Of course, this means a lot of certificates deployed to a lot of places, but certificates could be obtained from a central service, and access control applied.
So service identity is sorted, but would about user identity?
I suggest that users and core services need to be separated by a gateway layer (application or service), which would be responsible for establishing user identity via some means (basic auth, OAuth, Kerberos, or whatever), and then sending a signed user identity assertion (along with any roles it might have) along with requests and messages, much like is done in SAML. Downstream services would trust the gateway to appropriately establish this identity, and trust would be ensured by means of the above certificate mechanism.
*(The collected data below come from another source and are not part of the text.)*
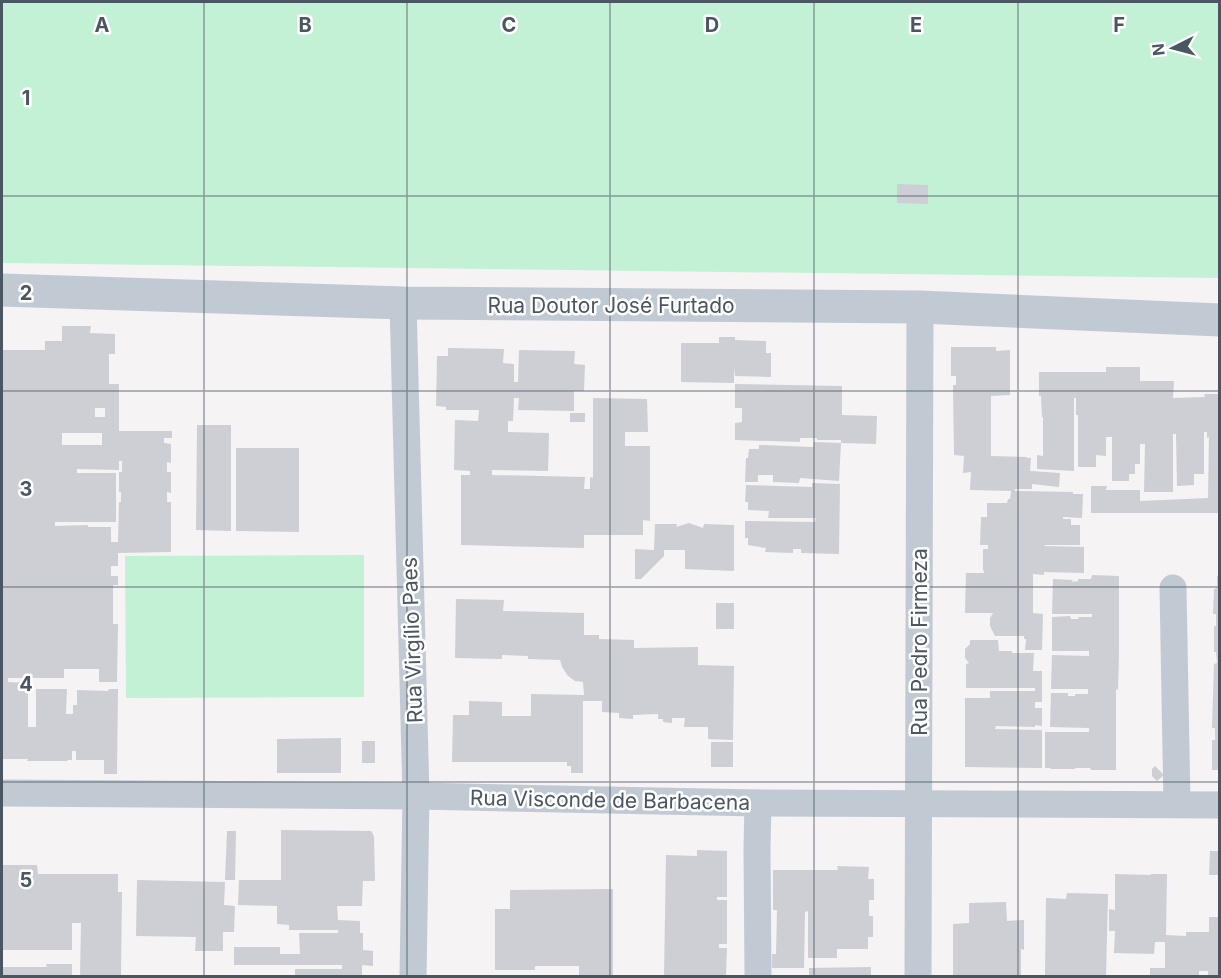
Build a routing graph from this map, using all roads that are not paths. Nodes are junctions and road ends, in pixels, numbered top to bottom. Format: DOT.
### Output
graph roads {
  1 [pos="2,290"];
  2 [pos="403,303"];
  3 [pos="920,307"];
  4 [pos="1220,320"];
  5 [pos="1173,588"];
  6 [pos="2,793"];
  7 [pos="416,796"];
  8 [pos="758,803"];
  9 [pos="919,803"];
  10 [pos="1177,804"];
  11 [pos="1220,805"];
  12 [pos="413,976"];
  13 [pos="758,976"];
  14 [pos="918,976"];
  1 -- 2 [label="street, Rua Doutor José Furtado"];
  2 -- 3 [label="street, Rua Doutor José Furtado"];
  2 -- 7 [label="street, Rua Virgílio Paes"];
  3 -- 4 [label="street, Rua Doutor José Furtado"];
  3 -- 9 [label="street, Rua Pedro Firmeza"];
  5 -- 10 [label="street"];
  6 -- 7 [label="street, Rua Visconde de Barbacena"];
  7 -- 8 [label="street, Rua Visconde de Barbacena"];
  7 -- 12 [label="street, Rua Virgílio Paes"];
  8 -- 9 [label="street, Rua Visconde de Barbacena"];
  8 -- 13 [label="street"];
  9 -- 10 [label="street, Rua Visconde de Barbacena"];
  9 -- 14 [label="street, Rua Pedro Firmeza"];
  10 -- 11 [label="street, Rua Visconde de Barbacena"];
}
If you're looking for an identity & access management system, then check out OpenAM. ForgeRock are doing an excellent job of supporting it, and the major releases are open sourced and free to use. We use it at IG for SAML, OAuth, Windows SSO (Kerberos), LDAP authentication amongst other things. It is very easy to configure, either manually or scripted (e.g. via Puppet), and provides us a resilient, scaleable, standard authentication capability. It does also provide policy based access management, but we've not ventured there yet.
And there it is.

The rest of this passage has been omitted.